● **What to do**: Copy out every line holding the string "Bhel" from the records below.

● **Stored data entries**:
▼
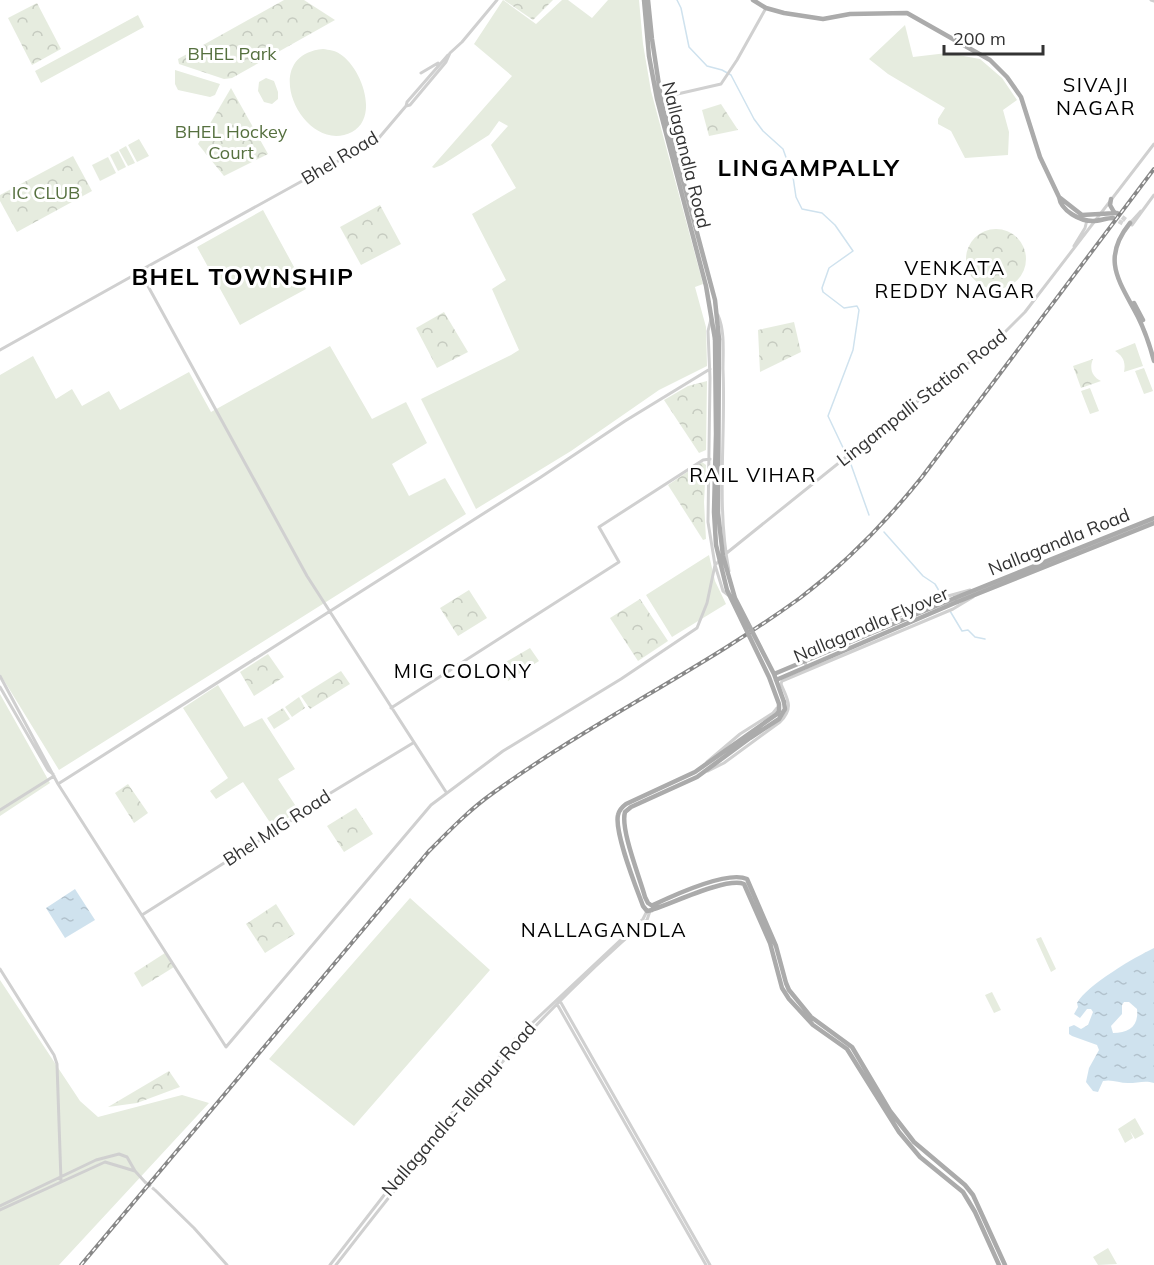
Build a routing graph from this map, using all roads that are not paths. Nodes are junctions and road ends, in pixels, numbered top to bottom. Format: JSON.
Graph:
{"nodes":[{"id":1,"x":497,"y":0,"type":"edge"},
{"id":2,"x":646,"y":0,"type":"edge"},
{"id":3,"x":753,"y":0,"type":"edge"},
{"id":4,"x":766,"y":8,"type":"junction"},
{"id":5,"x":450,"y":53,"type":"junction"},
{"id":6,"x":443,"y":59,"type":"junction"},
{"id":7,"x":421,"y":73,"type":"dead end"},
{"id":8,"x":659,"y":98,"type":"junction"},
{"id":9,"x":406,"y":106,"type":"junction"},
{"id":10,"x":1154,"y":144,"type":"edge"},
{"id":11,"x":1154,"y":195,"type":"edge"},
{"id":12,"x":1059,"y":197,"type":"junction"},
{"id":13,"x":1111,"y":199,"type":"junction"},
{"id":14,"x":1100,"y":214,"type":"junction"},
{"id":15,"x":1114,"y":214,"type":"junction"},
{"id":16,"x":1087,"y":220,"type":"junction"},
{"id":17,"x":1094,"y":221,"type":"junction"},
{"id":18,"x":1128,"y":225,"type":"junction"},
{"id":19,"x":1074,"y":247,"type":"junction"},
{"id":20,"x":143,"y":269,"type":"junction"},
{"id":21,"x":136,"y":274,"type":"junction"},
{"id":22,"x":143,"y":277,"type":"junction"},
{"id":23,"x":715,"y":314,"type":"junction"},
{"id":24,"x":0,"y":350,"type":"edge"},
{"id":25,"x":1154,"y":350,"type":"edge"},
{"id":26,"x":1154,"y":361,"type":"edge"},
{"id":27,"x":710,"y":369,"type":"junction"},
{"id":28,"x":710,"y":459,"type":"junction"},
{"id":29,"x":708,"y":510,"type":"junction"},
{"id":30,"x":723,"y":511,"type":"junction"},
{"id":31,"x":1154,"y":521,"type":"edge"},
{"id":32,"x":726,"y":551,"type":"junction"},
{"id":33,"x":712,"y":552,"type":"junction"},
{"id":34,"x":715,"y":565,"type":"junction"},
{"id":35,"x":976,"y":592,"type":"junction"},
{"id":36,"x":956,"y":600,"type":"junction"},
{"id":37,"x":330,"y":610,"type":"junction"},
{"id":38,"x":807,"y":654,"type":"junction"},
{"id":39,"x":815,"y":667,"type":"junction"},
{"id":40,"x":808,"y":670,"type":"junction"},
{"id":41,"x":771,"y":675,"type":"junction"},
{"id":42,"x":0,"y":676,"type":"edge"},
{"id":43,"x":776,"y":682,"type":"junction"},
{"id":44,"x":0,"y":687,"type":"edge"},
{"id":45,"x":784,"y":691,"type":"junction"},
{"id":46,"x":775,"y":697,"type":"junction"},
{"id":47,"x":391,"y":708,"type":"junction"},
{"id":48,"x":413,"y":743,"type":"junction"},
{"id":49,"x":702,"y":770,"type":"junction"},
{"id":50,"x":54,"y":776,"type":"junction"},
{"id":51,"x":58,"y":783,"type":"junction"},
{"id":52,"x":446,"y":792,"type":"junction"},
{"id":53,"x":0,"y":810,"type":"edge"},
{"id":54,"x":651,"y":909,"type":"junction"},
{"id":55,"x":142,"y":915,"type":"junction"},
{"id":56,"x":601,"y":959,"type":"junction"},
{"id":57,"x":0,"y":969,"type":"edge"},
{"id":58,"x":558,"y":1002,"type":"junction"},
{"id":59,"x":107,"y":1157,"type":"junction"},
{"id":60,"x":105,"y":1162,"type":"junction"},
{"id":61,"x":135,"y":1171,"type":"junction"},
{"id":62,"x":61,"y":1179,"type":"junction"},
{"id":63,"x":145,"y":1182,"type":"tunnel mouth"},
{"id":64,"x":154,"y":1190,"type":"tunnel mouth"},
{"id":65,"x":0,"y":1208,"type":"edge"},
{"id":66,"x":227,"y":1265,"type":"edge"},
{"id":67,"x":330,"y":1265,"type":"edge"},
{"id":68,"x":336,"y":1265,"type":"edge"},
{"id":69,"x":708,"y":1265,"type":"edge"},
{"id":70,"x":999,"y":1265,"type":"edge"},
{"id":71,"x":1005,"y":1265,"type":"edge"}],
"edges":[{"from":1,"to":5,"type":"street","name":"Bhel Road"},
{"from":2,"to":8,"type":"main road","name":"Nallagandla Road"},
{"from":3,"to":4,"type":"main road"},
{"from":4,"to":8,"type":"street"},
{"from":4,"to":12,"type":"main road"},
{"from":5,"to":6,"type":"street"},
{"from":5,"to":9,"type":"street","name":"Bhel Road"},
{"from":6,"to":7,"type":"street"},
{"from":6,"to":9,"type":"street"},
{"from":8,"to":23,"type":"main road","name":"Nallagandla Road"},
{"from":9,"to":20,"type":"street","name":"Bhel Road"},
{"from":10,"to":13,"type":"street","name":"Lingampalli Station Road"},
{"from":11,"to":18,"type":"street"},
{"from":12,"to":14,"type":"main road"},
{"from":12,"to":16,"type":"main road"},
{"from":13,"to":14,"type":"street","name":"Lingampalli Station Road"},
{"from":13,"to":15,"type":"main road"},
{"from":14,"to":15,"type":"main road"},
{"from":14,"to":17,"type":"street","name":"Lingampalli Station Road"},
{"from":15,"to":17,"type":"main road"},
{"from":16,"to":17,"type":"main road"},
{"from":16,"to":19,"type":"street"},
{"from":17,"to":19,"type":"street","name":"Lingampalli Station Road"},
{"from":18,"to":25,"type":"main road"},
{"from":18,"to":26,"type":"main road"},
{"from":19,"to":32,"type":"street","name":"Lingampalli Station Road"},
{"from":20,"to":21,"type":"street"},
{"from":20,"to":22,"type":"street"},
{"from":21,"to":22,"type":"street"},
{"from":21,"to":24,"type":"street"},
{"from":22,"to":37,"type":"street"},
{"from":23,"to":27,"type":"street"},
{"from":23,"to":30,"type":"street"},
{"from":23,"to":41,"type":"main road","name":"Nallagandla Flyover","bridge":true},
{"from":27,"to":28,"type":"street"},
{"from":27,"to":37,"type":"street"},
{"from":28,"to":29,"type":"street"},
{"from":28,"to":47,"type":"street"},
{"from":29,"to":30,"type":"street"},
{"from":29,"to":33,"type":"street"},
{"from":30,"to":32,"type":"street"},
{"from":31,"to":35,"type":"main road","name":"Nallagandla Road"},
{"from":32,"to":33,"type":"street"},
{"from":32,"to":34,"type":"street","name":"Lingampalli Station Road"},
{"from":32,"to":34,"type":"street"},
{"from":33,"to":34,"type":"street"},
{"from":34,"to":52,"type":"street"},
{"from":35,"to":36,"type":"main road","name":"Nallagandla Flyover"},
{"from":35,"to":38,"type":"street","bridge":true},
{"from":35,"to":39,"type":"street"},
{"from":36,"to":41,"type":"main road","name":"Nallagandla Flyover","bridge":true},
{"from":36,"to":43,"type":"main road","name":"Nallagandla Flyover","bridge":true},
{"from":37,"to":47,"type":"street"},
{"from":37,"to":51,"type":"street"},
{"from":38,"to":39,"type":"street"},
{"from":38,"to":40,"type":"street"},
{"from":39,"to":40,"type":"street"},
{"from":40,"to":43,"type":"street"},
{"from":41,"to":43,"type":"main road","name":"Nallagandla Flyover","bridge":true},
{"from":42,"to":50,"type":"street"},
{"from":43,"to":45,"type":"street"},
{"from":43,"to":46,"type":"street"},
{"from":43,"to":49,"type":"main road","name":"Nallagandla Flyover","bridge":true},
{"from":44,"to":50,"type":"street"},
{"from":45,"to":46,"type":"street"},
{"from":45,"to":49,"type":"street"},
{"from":46,"to":49,"type":"street"},
{"from":47,"to":48,"type":"street"},
{"from":48,"to":52,"type":"street"},
{"from":48,"to":55,"type":"street","name":"Bhel MIG Road"},
{"from":49,"to":54,"type":"main road","name":"Nallagandla Flyover"},
{"from":50,"to":51,"type":"street"},
{"from":50,"to":53,"type":"street"},
{"from":51,"to":55,"type":"street"},
{"from":52,"to":55,"type":"street"},
{"from":54,"to":56,"type":"street","name":"Nallagandla-Tellapur Road"},
{"from":54,"to":70,"type":"main road"},
{"from":54,"to":71,"type":"main road"},
{"from":56,"to":58,"type":"street","name":"Nallagandla-Tellapur Road"},
{"from":56,"to":67,"type":"street","name":"Nallagandla-Tellapur Road"},
{"from":57,"to":62,"type":"street"},
{"from":58,"to":68,"type":"street","name":"Nallagandla-Tellapur Road"},
{"from":58,"to":69,"type":"street"},
{"from":59,"to":60,"type":"street"},
{"from":59,"to":61,"type":"street"},
{"from":59,"to":62,"type":"street"},
{"from":60,"to":61,"type":"street"},
{"from":60,"to":62,"type":"street"},
{"from":61,"to":63,"type":"street"},
{"from":62,"to":65,"type":"street"},
{"from":64,"to":66,"type":"street"}]}
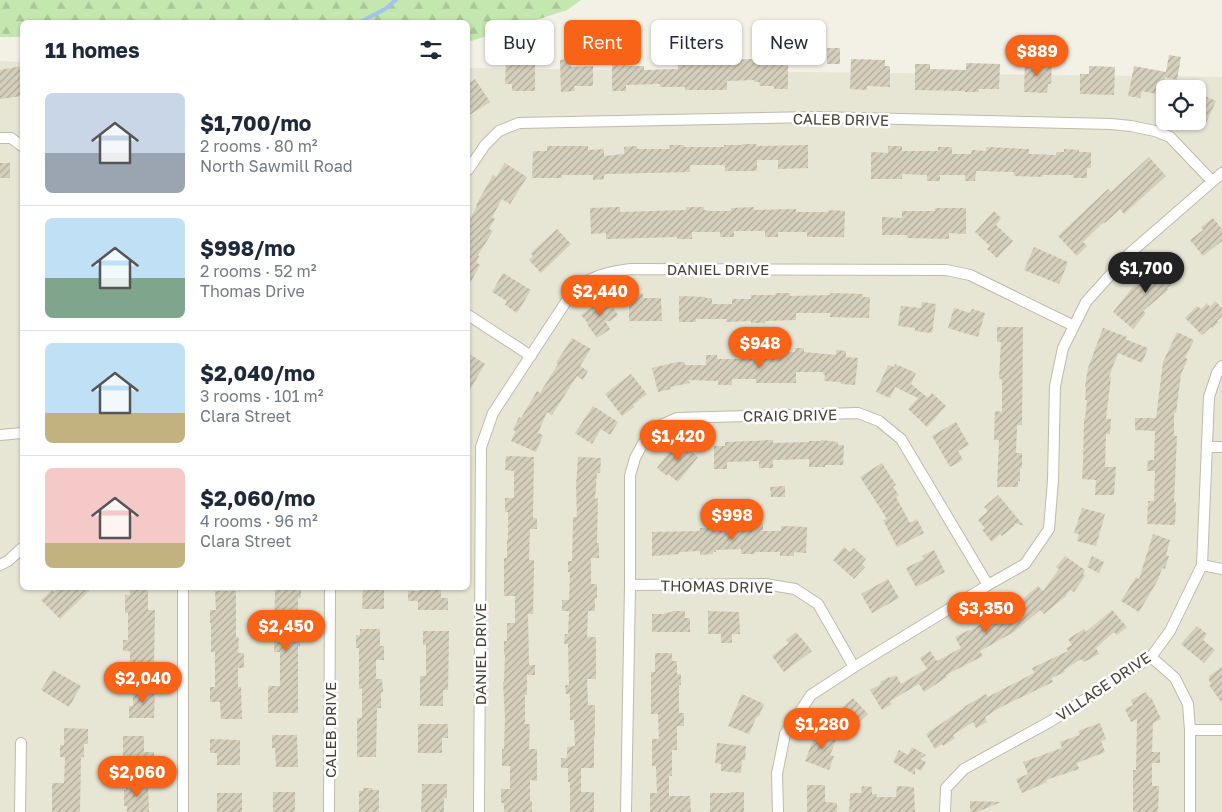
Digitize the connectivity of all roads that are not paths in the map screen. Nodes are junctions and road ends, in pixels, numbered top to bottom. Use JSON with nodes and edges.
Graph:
{"nodes":[{"id":1,"x":0,"y":138,"type":"edge"},
{"id":2,"x":20,"y":145,"type":"edge"},
{"id":3,"x":470,"y":167,"type":"edge"},
{"id":4,"x":1222,"y":173,"type":"edge"},
{"id":5,"x":1212,"y":182,"type":"junction"},
{"id":6,"x":470,"y":316,"type":"edge"},
{"id":7,"x":1074,"y":326,"type":"junction"},
{"id":8,"x":530,"y":356,"type":"junction"},
{"id":9,"x":1222,"y":366,"type":"edge"},
{"id":10,"x":20,"y":433,"type":"edge"},
{"id":11,"x":0,"y":435,"type":"edge"},
{"id":12,"x":1207,"y":447,"type":"junction"},
{"id":13,"x":1222,"y":447,"type":"edge"},
{"id":14,"x":20,"y":550,"type":"edge"},
{"id":15,"x":0,"y":565,"type":"edge"},
{"id":16,"x":1202,"y":565,"type":"junction"},
{"id":17,"x":1222,"y":569,"type":"edge"},
{"id":18,"x":630,"y":585,"type":"junction"},
{"id":19,"x":988,"y":585,"type":"junction"},
{"id":20,"x":183,"y":590,"type":"edge"},
{"id":21,"x":330,"y":590,"type":"edge"},
{"id":22,"x":1151,"y":657,"type":"junction"},
{"id":23,"x":854,"y":666,"type":"junction"},
{"id":24,"x":1190,"y":730,"type":"junction"},
{"id":25,"x":1222,"y":730,"type":"edge"},
{"id":26,"x":21,"y":743,"type":"dead end"},
{"id":27,"x":20,"y":812,"type":"edge"},
{"id":28,"x":184,"y":812,"type":"edge"},
{"id":29,"x":329,"y":812,"type":"edge"},
{"id":30,"x":480,"y":812,"type":"edge"},
{"id":31,"x":626,"y":812,"type":"edge"},
{"id":32,"x":778,"y":812,"type":"edge"},
{"id":33,"x":945,"y":812,"type":"edge"},
{"id":34,"x":1190,"y":812,"type":"edge"}],
"edges":[{"from":1,"to":2,"type":"street"},
{"from":3,"to":5,"type":"street","name":"CALEB DRIVE"},
{"from":4,"to":5,"type":"street"},
{"from":5,"to":7,"type":"street"},
{"from":6,"to":8,"type":"street"},
{"from":7,"to":8,"type":"street","name":"DANIEL DRIVE"},
{"from":7,"to":19,"type":"street"},
{"from":8,"to":30,"type":"street","name":"DANIEL DRIVE"},
{"from":9,"to":12,"type":"street","name":"VILLAGE DRIVE"},
{"from":10,"to":11,"type":"street"},
{"from":12,"to":13,"type":"street"},
{"from":12,"to":16,"type":"street","name":"VILLAGE DRIVE"},
{"from":14,"to":15,"type":"street"},
{"from":16,"to":17,"type":"street"},
{"from":16,"to":22,"type":"street","name":"VILLAGE DRIVE"},
{"from":18,"to":19,"type":"street","name":"CRAIG DRIVE"},
{"from":18,"to":23,"type":"street","name":"THOMAS DRIVE"},
{"from":18,"to":31,"type":"street","name":"CRAIG DRIVE"},
{"from":19,"to":23,"type":"street"},
{"from":20,"to":28,"type":"street"},
{"from":21,"to":29,"type":"street","name":"CALEB DRIVE"},
{"from":22,"to":24,"type":"street"},
{"from":22,"to":33,"type":"street","name":"VILLAGE DRIVE"},
{"from":23,"to":32,"type":"street"},
{"from":24,"to":25,"type":"street"},
{"from":24,"to":34,"type":"street"},
{"from":26,"to":27,"type":"street"}]}
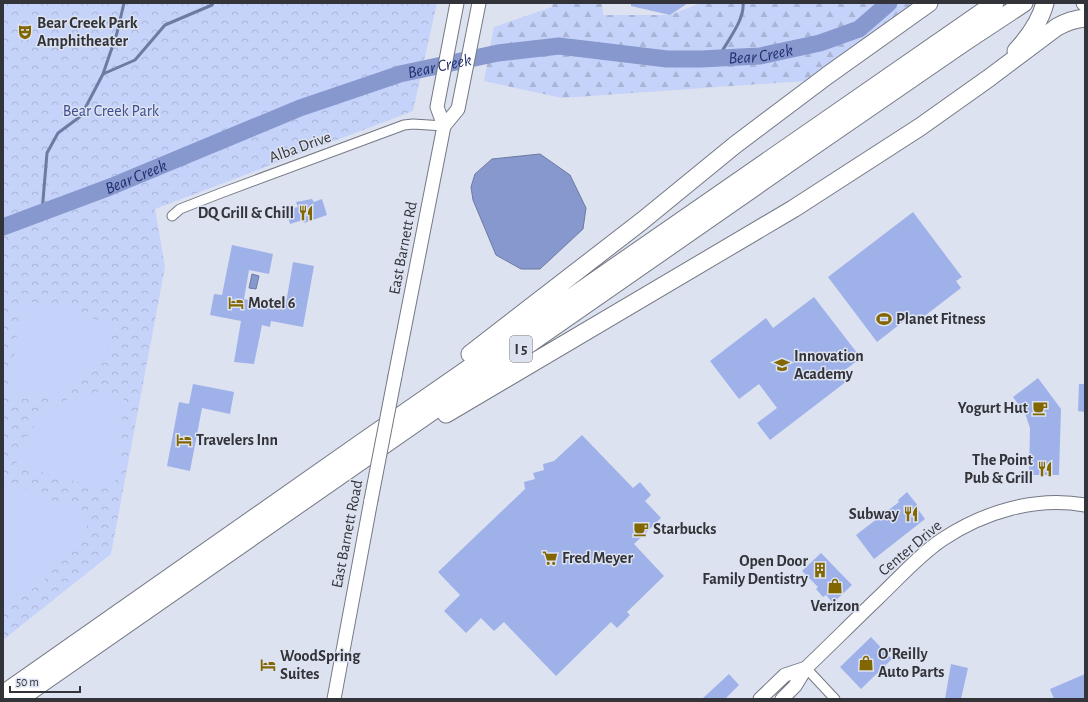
▲
● **Task result**:
"edges":[{"from":1,"to":5,"type":"street","name":"Bhel Road"},
{"from":5,"to":9,"type":"street","name":"Bhel Road"},
{"from":9,"to":20,"type":"street","name":"Bhel Road"},
{"from":48,"to":55,"type":"street","name":"Bhel MIG Road"},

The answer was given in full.